* **Task to complete**:
Restate all the entries exactly as they appear, apart from the pictures.

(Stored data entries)

+ + + +

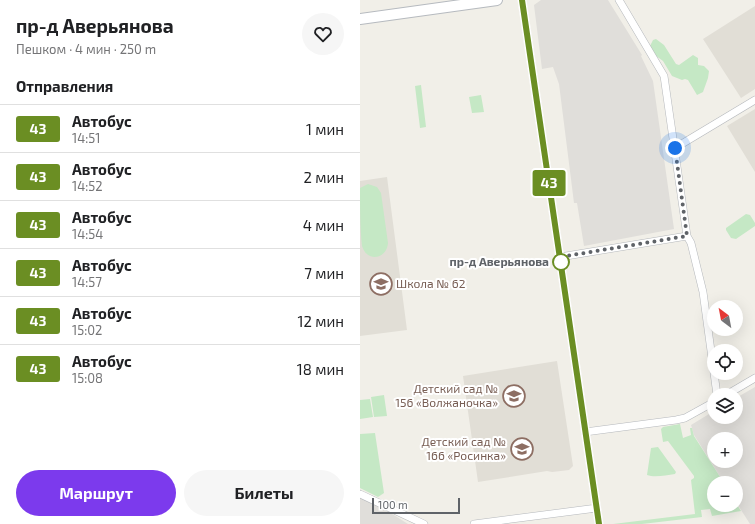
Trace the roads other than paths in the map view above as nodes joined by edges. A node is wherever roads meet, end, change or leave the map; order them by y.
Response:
1 (497, 0) edge
2 (522, 0) edge
3 (619, 0) edge
4 (360, 19) edge
5 (755, 100) edge
6 (675, 148) junction
7 (687, 236) junction
8 (560, 257) junction
9 (755, 378) edge
10 (716, 388) edge
11 (738, 388) edge
12 (707, 406) edge
13 (585, 432) junction
14 (360, 494) edge
15 (597, 508) junction
16 (424, 524) edge
17 (474, 524) edge
18 (599, 524) edge

1 - 4 main road
2 - 8 street
3 - 6 street
5 - 6 street
6 - 7 street
7 - 8 street
7 - 10 street
8 - 13 street
9 - 11 street
12 - 13 street
13 - 15 street
14 - 16 street
15 - 17 street
15 - 18 street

+ + + +

* **Response**:
Trace the roads other than paths in the map view above as nodes joined by edges. A node is wherever roads meet, end, change or leave the map; order them by y.
Response:
1 (497, 0) edge
2 (522, 0) edge
3 (619, 0) edge
4 (360, 19) edge
5 (755, 100) edge
6 (675, 148) junction
7 (687, 236) junction
8 (560, 257) junction
9 (755, 378) edge
10 (716, 388) edge
11 (738, 388) edge
12 (707, 406) edge
13 (585, 432) junction
14 (360, 494) edge
15 (597, 508) junction
16 (424, 524) edge
17 (474, 524) edge
18 (599, 524) edge

1 - 4 main road
2 - 8 street
3 - 6 street
5 - 6 street
6 - 7 street
7 - 8 street
7 - 10 street
8 - 13 street
9 - 11 street
12 - 13 street
13 - 15 street
14 - 16 street
15 - 17 street
15 - 18 street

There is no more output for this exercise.